Beh, noi abbiamo un debito pubblico gigantesco e non possiamo
dire niente. Le scelte della rieletta Cancelliera sono del tutto indipendenti
dalle nostre speranze. Tuttavia non penso che l’Italia debba aggrapparsi
disperatamente ad eventuali cambiamenti di rotta e ripensamenti delle linee
guida della politica economica tedesca ed europea. L’Italia, come d’altronde la
Spagna, ha le risorse per tirarsi su da sola. Semmai sono i paesi più piccoli,
quelli privi di risorse interne come Grecia e Portogallo, in un sistema dove ci
sono attori così più forti, che hanno bisogno di un sistema di solidarietà.
Paesi poveri e senza industria che sono schiacciati dalle differenze
all’interno dell’Unione Europea.
Concentriamoci ora sul
ruolo della Germania nello scenario più ampio delle relazioni internazionali. A
mio modesto avviso, il fulmineo smarcamento tedesco da qualunque tipo di
intervento in Siria ha ribadito ulteriormente, dopo la mancata partecipazione
al defenestrazione del colonnello Gheddafi, l’emancipazione dagli Stati Uniti. È
d’accordo? Stiamo assistendo all’emergere di una nuova consapevolezza del
proprio ruolo da parte della Germania? Ci dobbiamo aspettare una Merkel, che
dietro la sua aria accomodante e rassicurante, nasconde una sempre maggiore
assertività sulle grandi questioni globali?
Eh sì, la Germania è sempre più forte. È sempre più forte
economicamente ed è consapevole di tale forza. Ora, per esempio, le si
riconosce il diritto di parola sui grandi temi internazionali; cosa che, in un
passato non poi così lontano, le era preclusa.
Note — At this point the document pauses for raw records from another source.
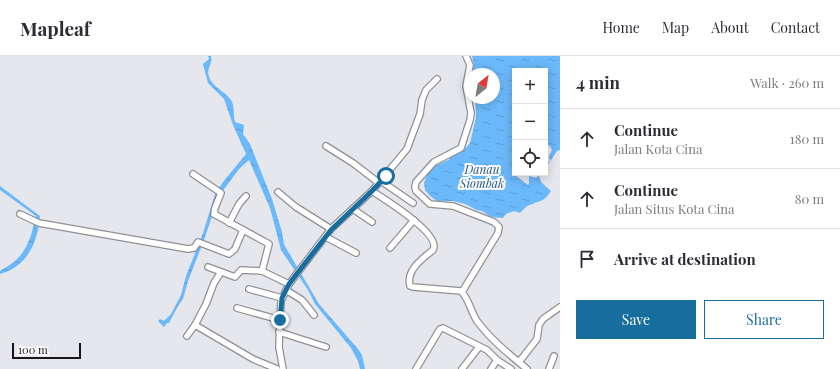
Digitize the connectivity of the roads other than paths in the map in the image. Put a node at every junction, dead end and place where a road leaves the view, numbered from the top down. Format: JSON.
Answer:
{"nodes":[{"id":1,"x":466,"y":56,"type":"edge"},
{"id":2,"x":437,"y":79,"type":"dead end"},
{"id":3,"x":326,"y":146,"type":"dead end"},
{"id":4,"x":193,"y":174,"type":"dead end"},
{"id":5,"x":380,"y":182,"type":"junction"},
{"id":6,"x":372,"y":191,"type":"junction"},
{"id":7,"x":278,"y":192,"type":"dead end"},
{"id":8,"x":246,"y":196,"type":"dead end"},
{"id":9,"x":413,"y":202,"type":"dead end"},
{"id":10,"x":353,"y":209,"type":"junction"},
{"id":11,"x":20,"y":214,"type":"dead end"},
{"id":12,"x":414,"y":220,"type":"junction"},
{"id":13,"x":372,"y":222,"type":"dead end"},
{"id":14,"x":229,"y":223,"type":"junction"},
{"id":15,"x":243,"y":230,"type":"junction"},
{"id":16,"x":331,"y":230,"type":"junction"},
{"id":17,"x":326,"y":237,"type":"junction"},
{"id":18,"x":390,"y":248,"type":"dead end"},
{"id":19,"x":356,"y":253,"type":"dead end"},
{"id":20,"x":208,"y":267,"type":"dead end"},
{"id":21,"x":262,"y":271,"type":"junction"},
{"id":22,"x":221,"y":272,"type":"junction"},
{"id":23,"x":287,"y":287,"type":"junction"},
{"id":24,"x":249,"y":289,"type":"dead end"},
{"id":25,"x":462,"y":292,"type":"junction"},
{"id":26,"x":282,"y":298,"type":"junction"},
{"id":27,"x":560,"y":307,"type":"edge"},
{"id":28,"x":237,"y":308,"type":"dead end"},
{"id":29,"x":314,"y":315,"type":"dead end"},
{"id":30,"x":280,"y":320,"type":"junction"},
{"id":31,"x":535,"y":324,"type":"dead end"},
{"id":32,"x":195,"y":325,"type":"junction"},
{"id":33,"x":538,"y":329,"type":"junction"},
{"id":34,"x":279,"y":332,"type":"junction"},
{"id":35,"x":187,"y":336,"type":"dead end"},
{"id":36,"x":479,"y":347,"type":"junction"},
{"id":37,"x":326,"y":348,"type":"dead end"},
{"id":38,"x":554,"y":356,"type":"dead end"},
{"id":39,"x":497,"y":360,"type":"junction"},
{"id":40,"x":519,"y":362,"type":"junction"},
{"id":41,"x":277,"y":369,"type":"edge"},
{"id":42,"x":283,"y":369,"type":"edge"},
{"id":43,"x":416,"y":369,"type":"edge"},
{"id":44,"x":462,"y":369,"type":"edge"},
{"id":45,"x":491,"y":369,"type":"edge"},
{"id":46,"x":511,"y":369,"type":"edge"},
{"id":47,"x":527,"y":369,"type":"edge"},
{"id":48,"x":549,"y":369,"type":"edge"}],
"edges":[{"from":1,"to":25,"type":"street"},
{"from":2,"to":5,"type":"street"},
{"from":3,"to":5,"type":"street"},
{"from":4,"to":14,"type":"street"},
{"from":5,"to":6,"type":"street"},
{"from":5,"to":9,"type":"street"},
{"from":6,"to":10,"type":"street"},
{"from":6,"to":12,"type":"street"},
{"from":7,"to":16,"type":"street"},
{"from":8,"to":14,"type":"street"},
{"from":10,"to":13,"type":"street"},
{"from":10,"to":16,"type":"street"},
{"from":11,"to":15,"type":"street"},
{"from":12,"to":18,"type":"street"},
{"from":12,"to":25,"type":"street"},
{"from":14,"to":15,"type":"street"},
{"from":15,"to":21,"type":"street"},
{"from":16,"to":17,"type":"street"},
{"from":17,"to":19,"type":"street"},
{"from":17,"to":23,"type":"street"},
{"from":20,"to":22,"type":"street"},
{"from":21,"to":22,"type":"street"},
{"from":21,"to":23,"type":"street"},
{"from":22,"to":32,"type":"street"},
{"from":23,"to":26,"type":"street"},
{"from":23,"to":29,"type":"street"},
{"from":24,"to":26,"type":"street"},
{"from":25,"to":40,"type":"street"},
{"from":26,"to":30,"type":"street"},
{"from":27,"to":33,"type":"street"},
{"from":28,"to":30,"type":"street"},
{"from":30,"to":34,"type":"street"},
{"from":31,"to":33,"type":"street"},
{"from":32,"to":35,"type":"street"},
{"from":32,"to":41,"type":"street"},
{"from":33,"to":40,"type":"street"},
{"from":34,"to":37,"type":"street"},
{"from":34,"to":42,"type":"street"},
{"from":36,"to":39,"type":"street"},
{"from":36,"to":43,"type":"street"},
{"from":36,"to":44,"type":"street"},
{"from":38,"to":48,"type":"street"},
{"from":39,"to":45,"type":"street"},
{"from":39,"to":46,"type":"street"},
{"from":40,"to":47,"type":"street"}]}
Si pensi al suo ruolo nel
dialogo con l’Iran, in cui faceva parte dei cinque stati ammessi alle
trattative, al contrario dell’Italia. Se magari insistesse vigorosamente per un seggio nel Consiglio di Sicurezza
dell’ONU, diventerebbe una bel problema negarglielo. Tutto ciò però confligge
con la politica del "no problem”, che è una delle etichette della politica
estera tedesca. Si può sintetizzare così “ Non vogliamo avere problemi, non ci
mescoliamo con gli altri se non siamo proprio obbligati”. La decisione della
Germania sulla Libia segue la linea da lei tracciata, dimostrando proprio
questa nuova assertività, ovvero la libertà da ogni condizionamento e la
capacità di decidere in maniera critica e dissonante rispetto agli alleati. Ma
credo che le titubanze tedesche ad uscire definitivamente dal proprio guscio
siano un problema. Un grosso problema. Poiché un paese forte che rimane fuori
inevitabilmente squilibra il sistema. È un plenipotenziario che rimane passivo.
Come se ci fosse a bordo campo Balotelli che fino all’ultimo non sa se scendere
sul terreno di gioco o meno. Renderebbe la propria squadra incerta.
Ma anche la squadra
avversaria…
Ovviamente anche la squadra avversaria!